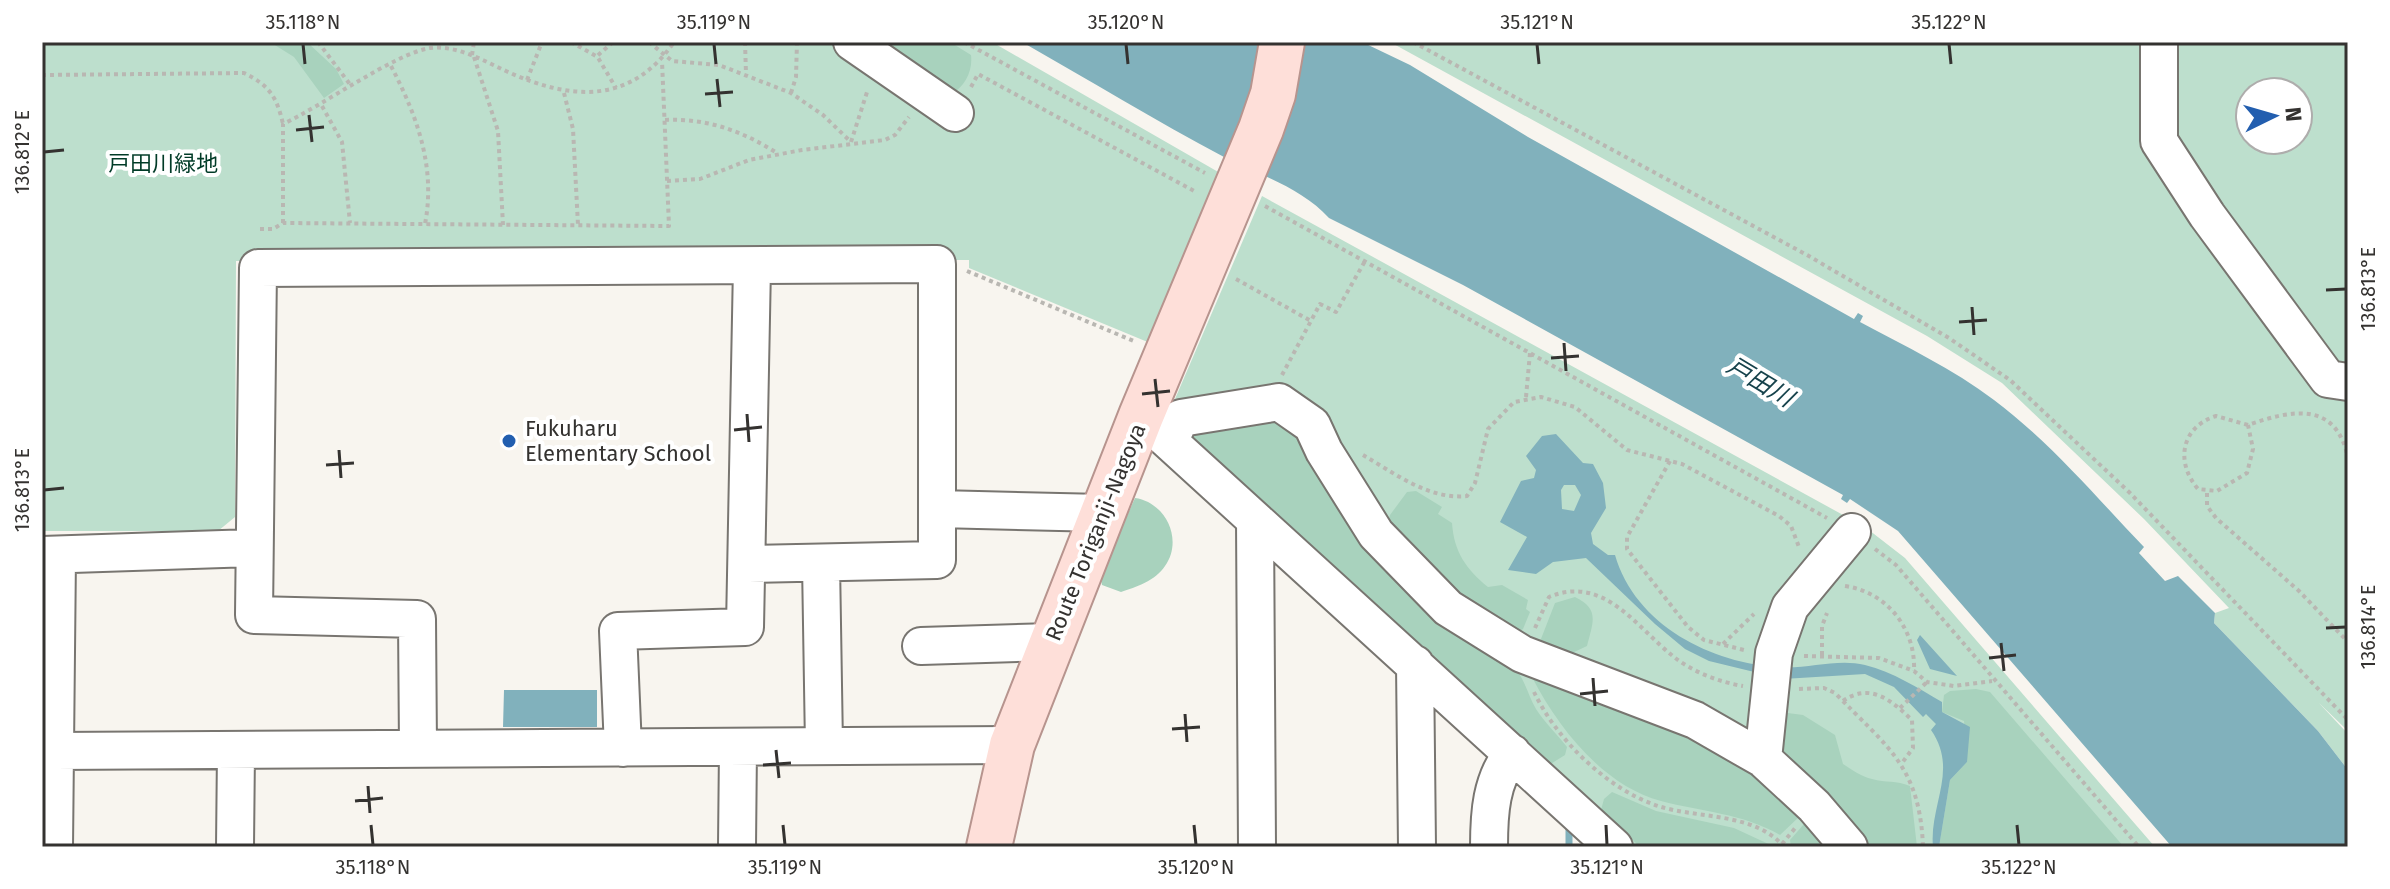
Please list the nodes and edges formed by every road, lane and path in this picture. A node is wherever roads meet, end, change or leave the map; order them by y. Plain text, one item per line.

--

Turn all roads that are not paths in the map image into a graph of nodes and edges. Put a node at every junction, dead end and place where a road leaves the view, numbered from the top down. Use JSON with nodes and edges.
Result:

• [Instructions to follow] Only lines that contain "node" are needed, so copy each of them from the data.

• [Exercise answer]
Please list the nodes and edges formed by every road, lane and path in this picture. A node is wherever roads meet, end, change or leave the map; order them by y. Plain text, one item per line.
Turn all roads that are not paths in the map image into a graph of nodes and edges. Put a node at every junction, dead end and place where a road leaves the view, numbered from the top down. Use JSON with nodes and edges.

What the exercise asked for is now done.